• [Data records]:
◇ ◇ ◇ ◇ ◇ ◇ ◇
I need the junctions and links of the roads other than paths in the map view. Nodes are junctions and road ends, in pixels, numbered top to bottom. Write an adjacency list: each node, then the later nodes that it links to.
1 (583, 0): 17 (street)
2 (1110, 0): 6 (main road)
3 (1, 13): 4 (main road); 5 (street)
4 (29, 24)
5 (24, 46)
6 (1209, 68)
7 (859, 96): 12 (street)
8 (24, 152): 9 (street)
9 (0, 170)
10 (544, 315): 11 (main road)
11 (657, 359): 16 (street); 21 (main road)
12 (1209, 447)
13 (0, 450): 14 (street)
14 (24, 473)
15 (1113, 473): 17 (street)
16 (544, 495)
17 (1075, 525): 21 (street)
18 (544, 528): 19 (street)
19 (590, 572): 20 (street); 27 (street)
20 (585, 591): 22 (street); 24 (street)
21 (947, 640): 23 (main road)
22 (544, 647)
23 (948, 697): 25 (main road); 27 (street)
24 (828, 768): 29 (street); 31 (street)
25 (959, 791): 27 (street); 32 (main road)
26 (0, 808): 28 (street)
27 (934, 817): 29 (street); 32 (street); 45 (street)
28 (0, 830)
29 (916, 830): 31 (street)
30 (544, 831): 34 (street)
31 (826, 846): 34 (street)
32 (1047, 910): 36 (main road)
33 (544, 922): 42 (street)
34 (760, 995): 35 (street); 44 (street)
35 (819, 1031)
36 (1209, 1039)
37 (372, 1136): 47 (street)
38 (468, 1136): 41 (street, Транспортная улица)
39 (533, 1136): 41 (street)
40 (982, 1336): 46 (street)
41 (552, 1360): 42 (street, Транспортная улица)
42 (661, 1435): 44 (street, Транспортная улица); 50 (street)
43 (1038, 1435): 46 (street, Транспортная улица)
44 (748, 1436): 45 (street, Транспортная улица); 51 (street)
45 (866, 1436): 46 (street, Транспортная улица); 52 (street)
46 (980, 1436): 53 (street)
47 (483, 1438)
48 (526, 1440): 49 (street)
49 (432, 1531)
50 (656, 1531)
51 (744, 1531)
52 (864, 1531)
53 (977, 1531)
◇ ◇ ◇ ◇ ◇ ◇ ◇
• [Work instructions]: Copy the listing above out again in its entirety, exactly as written.

• [Reply]:
I need the junctions and links of the roads other than paths in the map view. Nodes are junctions and road ends, in pixels, numbered top to bottom. Write an adjacency list: each node, then the later nodes that it links to.
1 (583, 0): 17 (street)
2 (1110, 0): 6 (main road)
3 (1, 13): 4 (main road); 5 (street)
4 (29, 24)
5 (24, 46)
6 (1209, 68)
7 (859, 96): 12 (street)
8 (24, 152): 9 (street)
9 (0, 170)
10 (544, 315): 11 (main road)
11 (657, 359): 16 (street); 21 (main road)
12 (1209, 447)
13 (0, 450): 14 (street)
14 (24, 473)
15 (1113, 473): 17 (street)
16 (544, 495)
17 (1075, 525): 21 (street)
18 (544, 528): 19 (street)
19 (590, 572): 20 (street); 27 (street)
20 (585, 591): 22 (street); 24 (street)
21 (947, 640): 23 (main road)
22 (544, 647)
23 (948, 697): 25 (main road); 27 (street)
24 (828, 768): 29 (street); 31 (street)
25 (959, 791): 27 (street); 32 (main road)
26 (0, 808): 28 (street)
27 (934, 817): 29 (street); 32 (street); 45 (street)
28 (0, 830)
29 (916, 830): 31 (street)
30 (544, 831): 34 (street)
31 (826, 846): 34 (street)
32 (1047, 910): 36 (main road)
33 (544, 922): 42 (street)
34 (760, 995): 35 (street); 44 (street)
35 (819, 1031)
36 (1209, 1039)
37 (372, 1136): 47 (street)
38 (468, 1136): 41 (street, Транспортная улица)
39 (533, 1136): 41 (street)
40 (982, 1336): 46 (street)
41 (552, 1360): 42 (street, Транспортная улица)
42 (661, 1435): 44 (street, Транспортная улица); 50 (street)
43 (1038, 1435): 46 (street, Транспортная улица)
44 (748, 1436): 45 (street, Транспортная улица); 51 (street)
45 (866, 1436): 46 (street, Транспортная улица); 52 (street)
46 (980, 1436): 53 (street)
47 (483, 1438)
48 (526, 1440): 49 (street)
49 (432, 1531)
50 (656, 1531)
51 (744, 1531)
52 (864, 1531)
53 (977, 1531)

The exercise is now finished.